Czech ambassador Vitezslav Pivonka was summoned to the Russian Foreign Ministry to be notified of reciprocal measures, the ministry said in a statement on its official website.

The Czech diplomats must leave Russia with their families till June 17, it added.

The ministry said the ambassador was told that Moscow considers Czech government’s step as “provocative” and “taken without any grounds”.

Earlier this month, the Czech Republic expelled two employees of the Russian Center for Science and Culture in Prague, who have diplomatic status, claiming that “they were trying to harm the relations of the two countries.”

The Czech Republic’s decision was announced by the country’s Prime Minister Andrej Babis and Foreign Minister Tomas Petricek, which Moscow sees as a sign of “Prague’s determination to worsen bilateral relations with Russia”.

The Czech move has been associated with recent media reports alleging that a Russian spy had been sent to poison Czech politicians, who ordered to demolish a monument to World War II hero, Soviet Marshal Ivan Konev.

Ivan Konev headed the operations for retaking much of Eastern Europe from occupation by the Axis Powers, including liberation of Prague, and Auschwitz concentration camp.

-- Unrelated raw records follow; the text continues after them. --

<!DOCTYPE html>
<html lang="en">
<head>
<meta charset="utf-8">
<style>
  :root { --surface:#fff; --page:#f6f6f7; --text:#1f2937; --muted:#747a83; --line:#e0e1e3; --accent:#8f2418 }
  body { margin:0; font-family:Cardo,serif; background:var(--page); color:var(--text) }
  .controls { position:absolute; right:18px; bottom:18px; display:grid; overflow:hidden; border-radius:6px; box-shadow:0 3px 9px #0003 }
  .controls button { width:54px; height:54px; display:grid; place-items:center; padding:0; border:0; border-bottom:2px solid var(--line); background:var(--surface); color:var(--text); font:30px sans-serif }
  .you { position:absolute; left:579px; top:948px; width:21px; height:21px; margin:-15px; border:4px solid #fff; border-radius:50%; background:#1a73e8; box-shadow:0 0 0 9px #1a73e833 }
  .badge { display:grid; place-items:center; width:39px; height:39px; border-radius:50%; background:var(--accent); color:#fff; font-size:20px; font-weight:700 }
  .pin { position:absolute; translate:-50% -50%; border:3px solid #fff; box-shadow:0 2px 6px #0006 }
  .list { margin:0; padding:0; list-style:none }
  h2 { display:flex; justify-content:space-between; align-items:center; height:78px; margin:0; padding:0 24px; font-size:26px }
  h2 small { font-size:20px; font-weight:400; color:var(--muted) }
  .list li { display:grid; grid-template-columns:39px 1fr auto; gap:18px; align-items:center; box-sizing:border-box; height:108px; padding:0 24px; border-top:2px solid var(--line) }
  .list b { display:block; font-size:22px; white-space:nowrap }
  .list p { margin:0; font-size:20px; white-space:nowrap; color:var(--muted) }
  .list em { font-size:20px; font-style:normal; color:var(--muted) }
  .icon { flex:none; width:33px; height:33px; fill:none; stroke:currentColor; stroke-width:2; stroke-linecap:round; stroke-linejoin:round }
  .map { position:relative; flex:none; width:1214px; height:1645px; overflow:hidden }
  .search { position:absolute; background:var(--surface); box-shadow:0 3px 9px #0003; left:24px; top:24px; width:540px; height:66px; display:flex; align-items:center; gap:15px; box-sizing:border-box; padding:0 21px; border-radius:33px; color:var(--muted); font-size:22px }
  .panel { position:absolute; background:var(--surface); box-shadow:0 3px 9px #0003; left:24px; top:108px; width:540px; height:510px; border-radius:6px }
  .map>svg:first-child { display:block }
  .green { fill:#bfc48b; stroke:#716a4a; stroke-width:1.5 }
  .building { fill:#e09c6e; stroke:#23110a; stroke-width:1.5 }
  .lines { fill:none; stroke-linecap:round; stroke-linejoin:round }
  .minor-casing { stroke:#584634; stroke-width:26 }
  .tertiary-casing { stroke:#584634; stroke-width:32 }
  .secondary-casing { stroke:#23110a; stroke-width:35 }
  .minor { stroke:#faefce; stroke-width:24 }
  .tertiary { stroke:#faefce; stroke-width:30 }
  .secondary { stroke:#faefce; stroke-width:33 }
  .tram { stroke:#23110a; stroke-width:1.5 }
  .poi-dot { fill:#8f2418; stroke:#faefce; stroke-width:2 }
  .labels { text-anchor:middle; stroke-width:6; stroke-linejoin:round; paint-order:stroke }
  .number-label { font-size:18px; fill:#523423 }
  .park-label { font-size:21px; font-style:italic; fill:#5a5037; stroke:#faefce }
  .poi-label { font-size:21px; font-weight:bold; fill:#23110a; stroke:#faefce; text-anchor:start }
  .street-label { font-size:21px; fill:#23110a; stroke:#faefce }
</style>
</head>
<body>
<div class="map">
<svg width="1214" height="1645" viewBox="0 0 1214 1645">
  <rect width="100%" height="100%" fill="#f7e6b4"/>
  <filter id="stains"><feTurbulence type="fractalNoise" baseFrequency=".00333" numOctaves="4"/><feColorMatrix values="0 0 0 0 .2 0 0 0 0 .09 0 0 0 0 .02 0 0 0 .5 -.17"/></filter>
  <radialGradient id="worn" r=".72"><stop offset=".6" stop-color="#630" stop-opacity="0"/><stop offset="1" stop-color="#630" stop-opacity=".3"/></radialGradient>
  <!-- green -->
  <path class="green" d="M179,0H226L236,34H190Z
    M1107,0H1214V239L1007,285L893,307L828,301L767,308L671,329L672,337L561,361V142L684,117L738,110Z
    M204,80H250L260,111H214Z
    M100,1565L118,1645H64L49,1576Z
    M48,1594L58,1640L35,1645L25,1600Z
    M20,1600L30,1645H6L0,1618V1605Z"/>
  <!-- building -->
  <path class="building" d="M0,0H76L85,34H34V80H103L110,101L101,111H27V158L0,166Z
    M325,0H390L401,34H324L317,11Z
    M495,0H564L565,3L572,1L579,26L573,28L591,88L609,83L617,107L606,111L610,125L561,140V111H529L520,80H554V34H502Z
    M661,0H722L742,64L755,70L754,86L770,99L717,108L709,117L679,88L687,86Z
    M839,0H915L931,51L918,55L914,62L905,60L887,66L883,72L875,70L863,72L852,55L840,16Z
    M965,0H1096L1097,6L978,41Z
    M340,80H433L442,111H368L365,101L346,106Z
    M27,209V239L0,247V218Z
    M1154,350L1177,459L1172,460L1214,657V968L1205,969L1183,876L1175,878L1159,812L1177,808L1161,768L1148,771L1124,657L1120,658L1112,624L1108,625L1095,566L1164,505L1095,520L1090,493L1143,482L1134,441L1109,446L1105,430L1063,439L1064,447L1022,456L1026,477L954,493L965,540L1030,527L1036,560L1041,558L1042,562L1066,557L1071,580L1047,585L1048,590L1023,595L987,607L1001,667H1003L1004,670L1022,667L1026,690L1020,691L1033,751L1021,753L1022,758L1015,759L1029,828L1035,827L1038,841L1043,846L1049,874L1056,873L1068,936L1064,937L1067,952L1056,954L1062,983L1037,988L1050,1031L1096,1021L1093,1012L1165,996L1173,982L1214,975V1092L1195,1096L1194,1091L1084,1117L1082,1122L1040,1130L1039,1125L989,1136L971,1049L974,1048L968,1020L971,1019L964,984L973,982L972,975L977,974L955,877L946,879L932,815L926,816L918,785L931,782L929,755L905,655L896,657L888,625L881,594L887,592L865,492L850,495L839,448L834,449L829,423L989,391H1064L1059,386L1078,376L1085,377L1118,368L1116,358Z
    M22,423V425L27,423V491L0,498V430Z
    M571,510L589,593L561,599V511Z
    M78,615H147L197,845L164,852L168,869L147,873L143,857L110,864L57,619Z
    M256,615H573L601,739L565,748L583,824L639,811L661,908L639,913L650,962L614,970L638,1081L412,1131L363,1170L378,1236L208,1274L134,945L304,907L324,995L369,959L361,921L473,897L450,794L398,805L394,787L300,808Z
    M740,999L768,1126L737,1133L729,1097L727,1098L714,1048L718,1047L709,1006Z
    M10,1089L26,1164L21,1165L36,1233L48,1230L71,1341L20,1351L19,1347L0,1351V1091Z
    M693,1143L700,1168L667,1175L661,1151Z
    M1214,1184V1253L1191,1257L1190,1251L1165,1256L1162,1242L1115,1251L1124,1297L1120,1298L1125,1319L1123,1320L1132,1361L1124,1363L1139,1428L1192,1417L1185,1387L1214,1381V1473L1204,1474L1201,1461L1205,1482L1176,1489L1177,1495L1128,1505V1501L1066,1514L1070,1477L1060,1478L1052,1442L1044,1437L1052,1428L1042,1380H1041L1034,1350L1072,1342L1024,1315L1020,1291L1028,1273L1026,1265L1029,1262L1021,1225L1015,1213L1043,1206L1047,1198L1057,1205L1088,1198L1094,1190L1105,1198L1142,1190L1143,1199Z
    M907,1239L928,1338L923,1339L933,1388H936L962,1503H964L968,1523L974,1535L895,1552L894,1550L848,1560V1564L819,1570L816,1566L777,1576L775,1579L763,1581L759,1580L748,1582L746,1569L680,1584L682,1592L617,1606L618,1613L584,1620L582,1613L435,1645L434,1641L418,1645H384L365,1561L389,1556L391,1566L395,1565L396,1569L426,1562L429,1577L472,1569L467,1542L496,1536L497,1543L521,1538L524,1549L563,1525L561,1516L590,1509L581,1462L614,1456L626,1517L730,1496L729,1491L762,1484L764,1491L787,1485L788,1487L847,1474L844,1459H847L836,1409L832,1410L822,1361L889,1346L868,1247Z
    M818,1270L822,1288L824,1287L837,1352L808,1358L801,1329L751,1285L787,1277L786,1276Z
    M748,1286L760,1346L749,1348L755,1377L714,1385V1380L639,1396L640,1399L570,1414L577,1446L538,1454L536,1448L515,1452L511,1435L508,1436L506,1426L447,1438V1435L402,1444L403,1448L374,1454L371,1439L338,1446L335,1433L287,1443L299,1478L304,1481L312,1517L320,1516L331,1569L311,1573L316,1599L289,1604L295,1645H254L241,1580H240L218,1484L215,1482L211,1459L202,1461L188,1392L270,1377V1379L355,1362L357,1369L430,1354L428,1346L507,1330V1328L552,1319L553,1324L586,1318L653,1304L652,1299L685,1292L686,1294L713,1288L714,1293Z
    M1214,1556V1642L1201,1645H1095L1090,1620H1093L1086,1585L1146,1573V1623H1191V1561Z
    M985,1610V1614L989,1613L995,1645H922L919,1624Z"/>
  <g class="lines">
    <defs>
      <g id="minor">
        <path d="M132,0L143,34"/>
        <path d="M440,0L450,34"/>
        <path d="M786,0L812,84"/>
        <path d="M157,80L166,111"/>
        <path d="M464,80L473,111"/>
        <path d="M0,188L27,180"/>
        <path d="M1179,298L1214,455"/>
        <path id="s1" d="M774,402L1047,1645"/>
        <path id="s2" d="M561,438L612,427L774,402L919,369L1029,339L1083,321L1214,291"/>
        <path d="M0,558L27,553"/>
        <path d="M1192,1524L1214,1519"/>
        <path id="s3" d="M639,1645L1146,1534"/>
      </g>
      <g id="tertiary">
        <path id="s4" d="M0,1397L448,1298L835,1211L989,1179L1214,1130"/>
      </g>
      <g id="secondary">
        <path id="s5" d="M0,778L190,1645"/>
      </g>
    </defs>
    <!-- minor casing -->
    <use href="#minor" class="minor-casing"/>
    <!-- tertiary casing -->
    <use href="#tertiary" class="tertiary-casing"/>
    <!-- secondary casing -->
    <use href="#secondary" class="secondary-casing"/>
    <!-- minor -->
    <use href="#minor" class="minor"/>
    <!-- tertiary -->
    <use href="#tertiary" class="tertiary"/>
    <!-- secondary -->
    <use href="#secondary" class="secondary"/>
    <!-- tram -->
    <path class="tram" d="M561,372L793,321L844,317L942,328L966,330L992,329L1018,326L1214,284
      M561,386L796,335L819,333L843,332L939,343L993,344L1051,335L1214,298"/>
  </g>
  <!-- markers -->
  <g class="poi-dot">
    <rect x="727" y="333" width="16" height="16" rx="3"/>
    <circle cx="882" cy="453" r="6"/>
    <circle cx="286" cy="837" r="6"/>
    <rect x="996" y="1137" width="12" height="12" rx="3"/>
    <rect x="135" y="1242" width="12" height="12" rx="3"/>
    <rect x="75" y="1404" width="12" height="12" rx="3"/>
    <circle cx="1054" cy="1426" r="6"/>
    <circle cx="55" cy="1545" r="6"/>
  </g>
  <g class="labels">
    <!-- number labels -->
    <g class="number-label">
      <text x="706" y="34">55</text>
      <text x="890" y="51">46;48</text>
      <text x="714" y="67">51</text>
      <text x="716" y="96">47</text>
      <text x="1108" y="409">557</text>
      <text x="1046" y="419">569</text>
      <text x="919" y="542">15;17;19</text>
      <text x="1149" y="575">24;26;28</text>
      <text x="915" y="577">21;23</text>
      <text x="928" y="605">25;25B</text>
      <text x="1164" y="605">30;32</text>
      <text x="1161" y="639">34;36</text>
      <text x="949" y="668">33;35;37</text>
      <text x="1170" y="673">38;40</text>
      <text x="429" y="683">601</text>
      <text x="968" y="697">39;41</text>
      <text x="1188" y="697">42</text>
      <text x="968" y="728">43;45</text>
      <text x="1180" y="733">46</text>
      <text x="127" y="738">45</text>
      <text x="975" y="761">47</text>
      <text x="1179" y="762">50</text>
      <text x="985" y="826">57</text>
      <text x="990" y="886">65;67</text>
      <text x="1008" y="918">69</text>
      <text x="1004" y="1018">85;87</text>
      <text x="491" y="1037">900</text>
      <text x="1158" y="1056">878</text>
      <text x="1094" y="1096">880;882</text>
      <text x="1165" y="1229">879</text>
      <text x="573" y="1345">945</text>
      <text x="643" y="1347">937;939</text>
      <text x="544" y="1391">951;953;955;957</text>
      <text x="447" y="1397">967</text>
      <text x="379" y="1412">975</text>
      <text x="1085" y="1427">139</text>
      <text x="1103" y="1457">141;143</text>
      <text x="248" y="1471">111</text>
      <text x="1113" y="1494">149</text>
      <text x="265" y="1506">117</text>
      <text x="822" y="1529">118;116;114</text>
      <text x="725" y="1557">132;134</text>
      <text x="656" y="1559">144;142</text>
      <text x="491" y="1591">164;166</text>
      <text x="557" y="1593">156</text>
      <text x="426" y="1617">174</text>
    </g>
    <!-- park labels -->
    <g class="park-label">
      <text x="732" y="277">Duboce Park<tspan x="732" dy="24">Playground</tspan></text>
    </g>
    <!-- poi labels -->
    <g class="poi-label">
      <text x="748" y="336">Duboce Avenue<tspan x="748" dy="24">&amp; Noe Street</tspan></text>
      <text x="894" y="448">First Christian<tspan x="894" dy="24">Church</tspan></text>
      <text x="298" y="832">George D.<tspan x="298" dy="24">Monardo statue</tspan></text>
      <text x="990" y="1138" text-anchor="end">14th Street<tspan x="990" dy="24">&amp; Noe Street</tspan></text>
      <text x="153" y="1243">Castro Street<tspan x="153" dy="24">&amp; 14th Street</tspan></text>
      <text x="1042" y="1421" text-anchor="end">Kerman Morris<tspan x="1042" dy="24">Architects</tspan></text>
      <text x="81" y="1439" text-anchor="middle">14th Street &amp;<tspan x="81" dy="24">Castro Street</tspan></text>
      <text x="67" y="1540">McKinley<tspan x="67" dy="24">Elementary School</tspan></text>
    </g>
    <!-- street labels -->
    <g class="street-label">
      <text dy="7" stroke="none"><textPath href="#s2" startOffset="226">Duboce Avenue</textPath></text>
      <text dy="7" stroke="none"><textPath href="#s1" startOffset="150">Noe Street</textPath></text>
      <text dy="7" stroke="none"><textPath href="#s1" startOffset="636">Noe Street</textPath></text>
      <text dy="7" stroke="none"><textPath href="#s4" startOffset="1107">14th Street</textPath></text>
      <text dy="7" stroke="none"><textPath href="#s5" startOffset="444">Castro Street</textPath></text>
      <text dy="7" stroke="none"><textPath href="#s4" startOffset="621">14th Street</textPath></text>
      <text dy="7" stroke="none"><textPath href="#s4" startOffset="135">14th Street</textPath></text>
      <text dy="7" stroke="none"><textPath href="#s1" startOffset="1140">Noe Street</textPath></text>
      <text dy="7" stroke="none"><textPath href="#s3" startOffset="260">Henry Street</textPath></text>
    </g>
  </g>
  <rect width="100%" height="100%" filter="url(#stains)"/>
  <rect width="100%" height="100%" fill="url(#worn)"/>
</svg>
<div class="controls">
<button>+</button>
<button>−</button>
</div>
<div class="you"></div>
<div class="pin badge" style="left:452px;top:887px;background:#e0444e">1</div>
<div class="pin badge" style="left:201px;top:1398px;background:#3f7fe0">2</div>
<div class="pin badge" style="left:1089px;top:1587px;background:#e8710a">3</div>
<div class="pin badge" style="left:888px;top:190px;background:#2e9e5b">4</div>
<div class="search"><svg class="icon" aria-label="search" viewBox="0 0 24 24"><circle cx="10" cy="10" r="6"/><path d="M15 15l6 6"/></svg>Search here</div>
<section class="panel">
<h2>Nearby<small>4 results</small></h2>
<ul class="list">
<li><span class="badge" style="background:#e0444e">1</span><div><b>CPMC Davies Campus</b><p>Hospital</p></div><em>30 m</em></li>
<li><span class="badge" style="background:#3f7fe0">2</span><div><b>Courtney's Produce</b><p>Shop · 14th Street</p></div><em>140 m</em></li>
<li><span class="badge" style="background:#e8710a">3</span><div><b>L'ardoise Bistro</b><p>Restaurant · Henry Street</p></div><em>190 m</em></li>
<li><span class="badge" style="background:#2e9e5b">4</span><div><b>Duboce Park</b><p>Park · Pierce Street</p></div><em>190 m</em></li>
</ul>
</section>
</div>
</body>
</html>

Russian Foreign Minister Sergey Lavrov called the allegations of poisoning “absurd”, asking why Czech intelligence authorities, mentioned as a source in the reports, would allow a spy to enter the country with poison.

“The intelligence services knew about him [a spy with poison] but let him in. Any authority who knows of someone carrying deadly poison and lets him enter their country should be in prison,” said Lavrov.

To resolve the issue, the Russian ambassador in Prague received instructions to hold consultations with senior Czech officials as prescribed by the 1993 treaty on friendly relations and cooperation between the two countries.

Czech Foreign Minister Tomas Petricek said Prague had made efforts to settle the situation discreetly and diplomatically, but Russia’s approach gave “no choice but to expel the diplomats”.

For his part, Czech Prime Minister Andrej Babis said the case had complicated relations between the two countries.